Abstract:Cross-presentation of internalized antigens by dendritic cells requires efficient delivery of Major Histocompatibility Complex (MHC) class I molecules to peptide-loading compartments. Strong evidence suggests that such loading can occur outside of the endoplasmic reticulum; however, the trafficking pathways and sources of class I molecules involved are poorly understood. Examination of non-professional, non-phagocytic cells has revealed a clathrin-independent, Arf6-dependent recycling pathway likely traveled by internalized optimally loaded (closed) class I molecules. Some closed and all open MHC class I molecules travel to late endosomes to be degraded but might also partly be re-loaded with peptides and recycled. Studies of viral interference revealed pathways in which class I molecules are directed to degradation in lysosomes upon ubiquitination at the surface, or upon AP-1 and HIV-nef-dependent misrouting from the Golgi network to lysosomes. While many observations made in non-professional cells remain to be re-examined in dendritic cells, available evidence suggests that both recycling and neo-synthesized class I molecules can be loaded with cross-presented peptides.

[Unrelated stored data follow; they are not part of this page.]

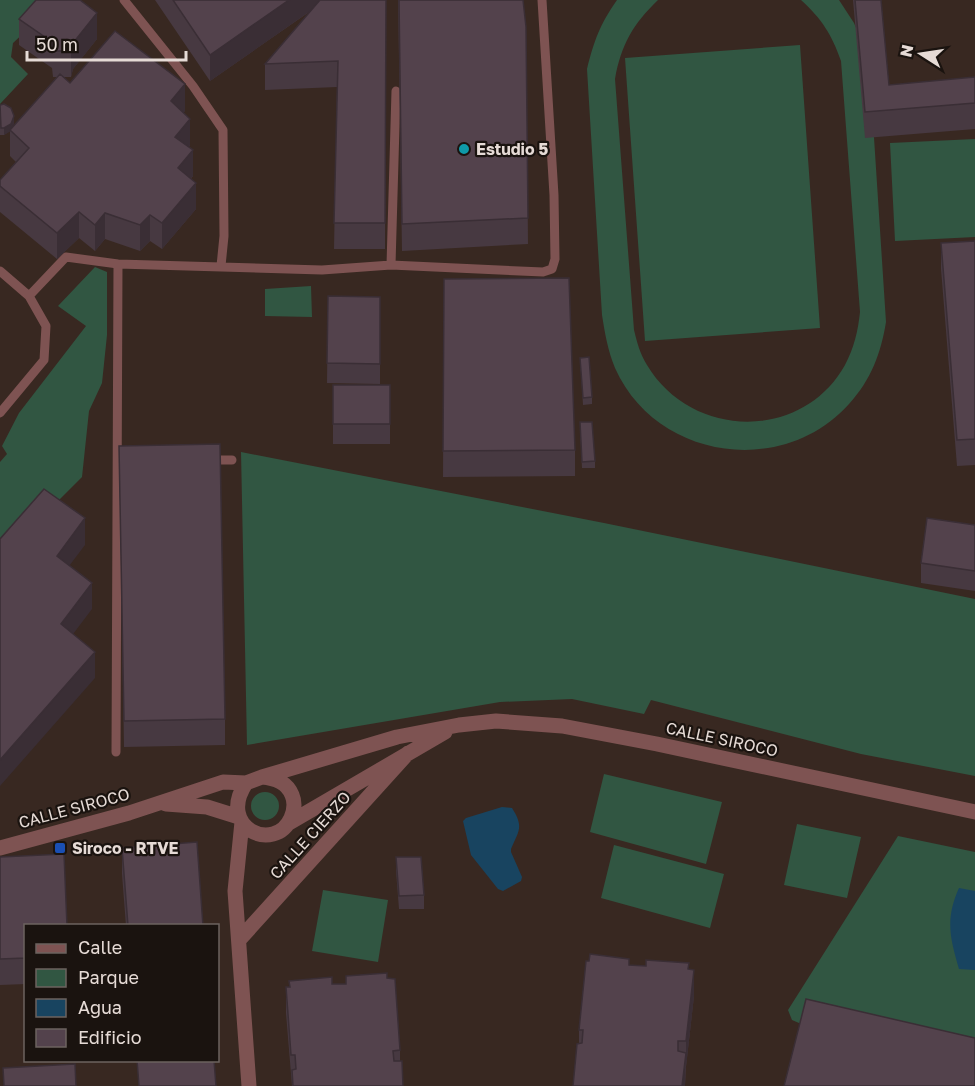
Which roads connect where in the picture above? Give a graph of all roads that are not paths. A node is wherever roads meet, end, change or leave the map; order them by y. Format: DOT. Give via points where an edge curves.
graph roads {
  1 [pos="124,0"];
  2 [pos="542,0"];
  3 [pos="396,91"];
  4 [pos="118,264"];
  5 [pos="391,265"];
  6 [pos="221,266"];
  7 [pos="0,271"];
  8 [pos="29,296"];
  9 [pos="0,413"];
  10 [pos="197,460"];
  11 [pos="232,460"];
  12 [pos="117,462"];
  13 [pos="129,462"];
  14 [pos="459,725"];
  15 [pos="116,752"];
  16 [pos="408,753"];
  17 [pos="262,777"];
  18 [pos="246,783"];
  19 [pos="158,803"];
  20 [pos="975,812"];
  21 [pos="240,820"];
  22 [pos="289,823"];
  23 [pos="0,848"];
  24 [pos="239,940"];
  25 [pos="249,1086"];
  1 -- 6 [label="lane" via="223,130"];
  2 -- 5 [label="lane" via="554,195 552,269 543,272"];
  3 -- 5 [label="lane"];
  4 -- 6 [label="lane"];
  4 -- 8 [label="lane" via="66,257"];
  4 -- 12 [label="lane"];
  5 -- 6 [label="lane" via="322,270"];
  7 -- 8 [label="lane"];
  8 -- 9 [label="lane" via="46,326 44,360"];
  10 -- 11 [label="lane"];
  12 -- 13 [label="lane"];
  12 -- 15 [label="lane"];
  14 -- 16 [label="street, CALLE SIROCO"];
  14 -- 17 [label="street, CALLE SIROCO" via="397,736"];
  14 -- 20 [label="street, CALLE SIROCO" via="496,721 562,726"];
  16 -- 22 [label="street, CALLE SIROCO"];
  16 -- 24 [label="street, CALLE CIERZO"];
  17 -- 18 [label="street"];
  17 -- 22 [label="street" via="280,781 292,795 294,805"];
  18 -- 19 [label="street, CALLE SIROCO" via="223,782"];
  18 -- 21 [label="street" via="238,799"];
  19 -- 21 [label="street, CALLE SIROCO" via="207,807"];
  19 -- 23 [label="street, CALLE SIROCO"];
  21 -- 22 [label="street" via="261,835 277,832"];
  21 -- 24 [label="street" via="235,891"];
  24 -- 25 [label="street"];
}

Recycling molecules can be recruited to phagosomes triggered by innate signals such as TLR4 ligands, and may therefore specialize in loading with phagocytosed antigens. In contrast, AP-1-dependent accumulation at, or trafficking through, a Golgi compartment of newly synthesized molecules appears to be important for cross-presentation of soluble proteins and possibly of long peptides that are processed in the so-called vacuolar pathway. However, significant cell biological work will be required to confirm this or any other model and to integrate knowledge on MHC class I biochemistry and trafficking in models of CD8+ T-cell priming by dendritic cells.